Task goal: Please reproduce the data in its entirety, word for word.

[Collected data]
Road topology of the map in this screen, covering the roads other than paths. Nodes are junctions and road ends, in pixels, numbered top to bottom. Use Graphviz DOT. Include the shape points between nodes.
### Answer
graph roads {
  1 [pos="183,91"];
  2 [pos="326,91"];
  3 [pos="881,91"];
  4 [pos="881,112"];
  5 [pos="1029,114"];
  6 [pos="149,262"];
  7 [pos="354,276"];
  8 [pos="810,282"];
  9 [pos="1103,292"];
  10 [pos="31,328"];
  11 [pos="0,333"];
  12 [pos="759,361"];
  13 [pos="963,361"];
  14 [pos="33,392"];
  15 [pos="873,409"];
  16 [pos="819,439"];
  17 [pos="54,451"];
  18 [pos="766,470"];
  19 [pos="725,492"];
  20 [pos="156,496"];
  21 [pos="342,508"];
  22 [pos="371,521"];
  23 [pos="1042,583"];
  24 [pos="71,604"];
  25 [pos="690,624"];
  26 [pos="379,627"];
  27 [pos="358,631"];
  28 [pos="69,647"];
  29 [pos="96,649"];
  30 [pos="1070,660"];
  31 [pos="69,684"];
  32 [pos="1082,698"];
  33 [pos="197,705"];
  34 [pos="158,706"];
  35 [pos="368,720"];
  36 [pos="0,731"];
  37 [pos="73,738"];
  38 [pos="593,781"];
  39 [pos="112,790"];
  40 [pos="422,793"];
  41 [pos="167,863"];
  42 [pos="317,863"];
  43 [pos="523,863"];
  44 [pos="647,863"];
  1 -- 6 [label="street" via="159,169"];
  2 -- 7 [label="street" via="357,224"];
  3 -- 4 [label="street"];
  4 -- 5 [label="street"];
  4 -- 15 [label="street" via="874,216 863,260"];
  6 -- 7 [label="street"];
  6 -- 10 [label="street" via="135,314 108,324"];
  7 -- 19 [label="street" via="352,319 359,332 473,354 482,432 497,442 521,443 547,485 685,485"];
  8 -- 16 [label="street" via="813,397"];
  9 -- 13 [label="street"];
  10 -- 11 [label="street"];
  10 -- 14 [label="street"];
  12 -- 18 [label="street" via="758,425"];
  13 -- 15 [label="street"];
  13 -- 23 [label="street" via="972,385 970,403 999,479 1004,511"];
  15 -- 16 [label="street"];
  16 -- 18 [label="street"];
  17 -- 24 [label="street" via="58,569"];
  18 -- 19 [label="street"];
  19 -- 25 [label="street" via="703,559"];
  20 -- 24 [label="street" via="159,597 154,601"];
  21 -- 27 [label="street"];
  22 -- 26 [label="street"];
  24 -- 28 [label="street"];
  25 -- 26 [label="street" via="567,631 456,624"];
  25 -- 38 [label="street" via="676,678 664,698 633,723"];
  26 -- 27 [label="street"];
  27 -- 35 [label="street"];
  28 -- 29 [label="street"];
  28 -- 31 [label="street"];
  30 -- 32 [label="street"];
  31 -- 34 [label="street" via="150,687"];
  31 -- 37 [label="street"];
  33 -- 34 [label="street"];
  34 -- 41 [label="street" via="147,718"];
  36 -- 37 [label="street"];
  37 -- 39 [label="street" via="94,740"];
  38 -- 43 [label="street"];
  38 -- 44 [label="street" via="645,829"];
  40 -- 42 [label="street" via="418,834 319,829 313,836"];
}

Task answer:
Road topology of the map in this screen, covering the roads other than paths. Nodes are junctions and road ends, in pixels, numbered top to bottom. Use Graphviz DOT. Include the shape points between nodes.
### Answer
graph roads {
  1 [pos="183,91"];
  2 [pos="326,91"];
  3 [pos="881,91"];
  4 [pos="881,112"];
  5 [pos="1029,114"];
  6 [pos="149,262"];
  7 [pos="354,276"];
  8 [pos="810,282"];
  9 [pos="1103,292"];
  10 [pos="31,328"];
  11 [pos="0,333"];
  12 [pos="759,361"];
  13 [pos="963,361"];
  14 [pos="33,392"];
  15 [pos="873,409"];
  16 [pos="819,439"];
  17 [pos="54,451"];
  18 [pos="766,470"];
  19 [pos="725,492"];
  20 [pos="156,496"];
  21 [pos="342,508"];
  22 [pos="371,521"];
  23 [pos="1042,583"];
  24 [pos="71,604"];
  25 [pos="690,624"];
  26 [pos="379,627"];
  27 [pos="358,631"];
  28 [pos="69,647"];
  29 [pos="96,649"];
  30 [pos="1070,660"];
  31 [pos="69,684"];
  32 [pos="1082,698"];
  33 [pos="197,705"];
  34 [pos="158,706"];
  35 [pos="368,720"];
  36 [pos="0,731"];
  37 [pos="73,738"];
  38 [pos="593,781"];
  39 [pos="112,790"];
  40 [pos="422,793"];
  41 [pos="167,863"];
  42 [pos="317,863"];
  43 [pos="523,863"];
  44 [pos="647,863"];
  1 -- 6 [label="street" via="159,169"];
  2 -- 7 [label="street" via="357,224"];
  3 -- 4 [label="street"];
  4 -- 5 [label="street"];
  4 -- 15 [label="street" via="874,216 863,260"];
  6 -- 7 [label="street"];
  6 -- 10 [label="street" via="135,314 108,324"];
  7 -- 19 [label="street" via="352,319 359,332 473,354 482,432 497,442 521,443 547,485 685,485"];
  8 -- 16 [label="street" via="813,397"];
  9 -- 13 [label="street"];
  10 -- 11 [label="street"];
  10 -- 14 [label="street"];
  12 -- 18 [label="street" via="758,425"];
  13 -- 15 [label="street"];
  13 -- 23 [label="street" via="972,385 970,403 999,479 1004,511"];
  15 -- 16 [label="street"];
  16 -- 18 [label="street"];
  17 -- 24 [label="street" via="58,569"];
  18 -- 19 [label="street"];
  19 -- 25 [label="street" via="703,559"];
  20 -- 24 [label="street" via="159,597 154,601"];
  21 -- 27 [label="street"];
  22 -- 26 [label="street"];
  24 -- 28 [label="street"];
  25 -- 26 [label="street" via="567,631 456,624"];
  25 -- 38 [label="street" via="676,678 664,698 633,723"];
  26 -- 27 [label="street"];
  27 -- 35 [label="street"];
  28 -- 29 [label="street"];
  28 -- 31 [label="street"];
  30 -- 32 [label="street"];
  31 -- 34 [label="street" via="150,687"];
  31 -- 37 [label="street"];
  33 -- 34 [label="street"];
  34 -- 41 [label="street" via="147,718"];
  36 -- 37 [label="street"];
  37 -- 39 [label="street" via="94,740"];
  38 -- 43 [label="street"];
  38 -- 44 [label="street" via="645,829"];
  40 -- 42 [label="street" via="418,834 319,829 313,836"];
}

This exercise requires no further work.